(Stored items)
----
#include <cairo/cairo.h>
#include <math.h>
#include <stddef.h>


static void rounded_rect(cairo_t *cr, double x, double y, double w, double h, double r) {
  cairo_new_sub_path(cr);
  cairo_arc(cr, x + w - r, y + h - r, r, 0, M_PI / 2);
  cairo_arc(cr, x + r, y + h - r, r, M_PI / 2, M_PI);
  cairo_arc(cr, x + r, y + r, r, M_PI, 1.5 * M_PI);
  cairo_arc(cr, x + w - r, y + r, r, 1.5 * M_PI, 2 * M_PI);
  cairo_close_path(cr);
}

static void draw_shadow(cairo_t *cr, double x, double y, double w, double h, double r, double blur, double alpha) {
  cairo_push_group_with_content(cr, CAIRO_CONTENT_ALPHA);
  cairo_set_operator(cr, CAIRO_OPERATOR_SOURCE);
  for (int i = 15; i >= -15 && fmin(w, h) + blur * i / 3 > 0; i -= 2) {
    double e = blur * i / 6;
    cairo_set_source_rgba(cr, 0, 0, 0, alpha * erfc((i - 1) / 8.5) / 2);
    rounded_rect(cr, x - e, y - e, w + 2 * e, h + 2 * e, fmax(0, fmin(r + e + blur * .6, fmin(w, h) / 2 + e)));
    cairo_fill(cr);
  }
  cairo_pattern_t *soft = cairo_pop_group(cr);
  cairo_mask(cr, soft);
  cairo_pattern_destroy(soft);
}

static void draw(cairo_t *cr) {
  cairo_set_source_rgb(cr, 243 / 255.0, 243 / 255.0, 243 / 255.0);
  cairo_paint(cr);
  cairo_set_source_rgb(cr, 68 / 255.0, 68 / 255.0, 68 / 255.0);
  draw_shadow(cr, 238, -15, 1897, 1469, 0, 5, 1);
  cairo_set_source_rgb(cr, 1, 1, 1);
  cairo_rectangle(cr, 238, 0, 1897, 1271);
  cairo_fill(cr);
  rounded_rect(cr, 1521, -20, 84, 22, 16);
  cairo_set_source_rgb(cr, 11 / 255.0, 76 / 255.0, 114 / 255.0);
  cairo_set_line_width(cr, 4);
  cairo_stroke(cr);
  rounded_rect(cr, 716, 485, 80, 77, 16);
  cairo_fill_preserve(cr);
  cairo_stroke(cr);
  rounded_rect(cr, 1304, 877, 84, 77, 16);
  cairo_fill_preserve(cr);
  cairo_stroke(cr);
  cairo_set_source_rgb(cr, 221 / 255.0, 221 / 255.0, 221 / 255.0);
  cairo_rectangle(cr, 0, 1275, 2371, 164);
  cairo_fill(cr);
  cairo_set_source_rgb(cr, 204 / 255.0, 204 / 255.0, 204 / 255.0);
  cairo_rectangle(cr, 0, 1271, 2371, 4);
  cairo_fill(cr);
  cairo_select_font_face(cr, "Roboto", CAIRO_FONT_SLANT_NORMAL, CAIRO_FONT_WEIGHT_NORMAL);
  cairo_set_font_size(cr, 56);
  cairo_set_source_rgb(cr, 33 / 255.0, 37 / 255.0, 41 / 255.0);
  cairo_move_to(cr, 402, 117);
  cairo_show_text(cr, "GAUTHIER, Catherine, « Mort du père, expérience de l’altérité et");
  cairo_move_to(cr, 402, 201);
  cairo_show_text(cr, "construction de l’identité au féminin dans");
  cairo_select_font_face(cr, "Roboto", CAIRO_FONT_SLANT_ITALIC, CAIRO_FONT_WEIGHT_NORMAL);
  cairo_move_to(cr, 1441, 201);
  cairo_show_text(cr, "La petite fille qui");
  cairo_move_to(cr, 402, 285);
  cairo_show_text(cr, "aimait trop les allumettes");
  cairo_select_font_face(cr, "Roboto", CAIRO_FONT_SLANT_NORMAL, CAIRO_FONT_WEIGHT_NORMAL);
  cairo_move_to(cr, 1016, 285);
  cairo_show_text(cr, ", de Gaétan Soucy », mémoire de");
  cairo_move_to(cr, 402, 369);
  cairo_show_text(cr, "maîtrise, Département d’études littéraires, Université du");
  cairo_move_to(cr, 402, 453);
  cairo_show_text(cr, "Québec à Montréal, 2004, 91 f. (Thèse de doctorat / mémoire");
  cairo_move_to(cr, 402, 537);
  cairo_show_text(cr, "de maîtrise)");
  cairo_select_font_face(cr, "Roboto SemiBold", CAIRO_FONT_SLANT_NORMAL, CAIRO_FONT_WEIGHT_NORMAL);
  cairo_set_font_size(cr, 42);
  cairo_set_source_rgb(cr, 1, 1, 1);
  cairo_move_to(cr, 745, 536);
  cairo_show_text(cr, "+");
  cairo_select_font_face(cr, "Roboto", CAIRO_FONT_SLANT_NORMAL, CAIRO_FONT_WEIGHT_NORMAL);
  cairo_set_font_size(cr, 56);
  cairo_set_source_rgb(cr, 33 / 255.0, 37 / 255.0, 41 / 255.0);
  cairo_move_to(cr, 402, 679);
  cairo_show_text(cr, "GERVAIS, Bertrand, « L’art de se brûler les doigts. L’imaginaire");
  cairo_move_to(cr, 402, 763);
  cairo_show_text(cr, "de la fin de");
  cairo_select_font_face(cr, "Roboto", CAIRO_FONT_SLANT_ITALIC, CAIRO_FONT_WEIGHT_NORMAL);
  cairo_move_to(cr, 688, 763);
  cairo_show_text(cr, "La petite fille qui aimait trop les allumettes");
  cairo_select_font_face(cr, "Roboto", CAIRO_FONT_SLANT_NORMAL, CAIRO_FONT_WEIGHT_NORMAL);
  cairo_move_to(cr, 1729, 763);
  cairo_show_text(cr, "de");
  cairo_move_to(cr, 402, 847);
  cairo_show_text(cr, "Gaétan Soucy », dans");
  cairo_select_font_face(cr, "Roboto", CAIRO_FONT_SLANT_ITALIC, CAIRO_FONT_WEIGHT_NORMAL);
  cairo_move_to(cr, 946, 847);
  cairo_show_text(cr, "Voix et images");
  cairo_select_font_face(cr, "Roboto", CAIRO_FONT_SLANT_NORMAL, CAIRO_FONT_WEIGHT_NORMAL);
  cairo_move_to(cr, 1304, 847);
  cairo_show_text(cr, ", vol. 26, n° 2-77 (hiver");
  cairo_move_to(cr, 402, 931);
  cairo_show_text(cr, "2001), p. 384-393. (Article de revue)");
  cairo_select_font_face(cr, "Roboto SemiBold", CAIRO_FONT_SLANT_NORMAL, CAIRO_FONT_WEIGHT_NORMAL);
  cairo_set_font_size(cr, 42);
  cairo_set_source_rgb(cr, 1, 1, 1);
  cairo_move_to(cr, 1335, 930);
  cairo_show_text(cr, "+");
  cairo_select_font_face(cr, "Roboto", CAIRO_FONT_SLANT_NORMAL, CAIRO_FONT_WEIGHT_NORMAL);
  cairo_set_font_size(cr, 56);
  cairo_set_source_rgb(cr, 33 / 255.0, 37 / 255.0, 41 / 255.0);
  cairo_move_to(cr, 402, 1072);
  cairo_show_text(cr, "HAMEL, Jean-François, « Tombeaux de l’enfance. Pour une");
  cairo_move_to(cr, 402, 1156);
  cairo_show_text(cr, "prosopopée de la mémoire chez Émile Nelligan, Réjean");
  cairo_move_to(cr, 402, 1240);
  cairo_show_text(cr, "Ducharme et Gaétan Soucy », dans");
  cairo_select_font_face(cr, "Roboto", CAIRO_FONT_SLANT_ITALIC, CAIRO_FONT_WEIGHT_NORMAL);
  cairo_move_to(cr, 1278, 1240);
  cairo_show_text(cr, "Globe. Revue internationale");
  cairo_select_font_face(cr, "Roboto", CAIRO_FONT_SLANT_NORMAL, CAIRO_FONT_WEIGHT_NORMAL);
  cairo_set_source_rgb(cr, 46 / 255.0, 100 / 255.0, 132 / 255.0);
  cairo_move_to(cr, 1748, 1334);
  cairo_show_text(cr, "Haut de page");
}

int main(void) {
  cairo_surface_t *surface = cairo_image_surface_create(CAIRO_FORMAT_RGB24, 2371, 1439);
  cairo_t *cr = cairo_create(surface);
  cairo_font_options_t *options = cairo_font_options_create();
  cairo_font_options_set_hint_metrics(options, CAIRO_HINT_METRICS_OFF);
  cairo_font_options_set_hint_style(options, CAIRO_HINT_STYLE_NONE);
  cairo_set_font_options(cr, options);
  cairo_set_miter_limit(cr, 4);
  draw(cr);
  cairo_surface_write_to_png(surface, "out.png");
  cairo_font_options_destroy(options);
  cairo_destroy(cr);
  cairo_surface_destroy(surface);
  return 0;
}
----
▶ [Aim of the task] Copy every line of the records above that holds the word "trop".

▶ [Task result]
  cairo_show_text(cr, "aimait trop les allumettes");
  cairo_show_text(cr, "La petite fille qui aimait trop les allumettes");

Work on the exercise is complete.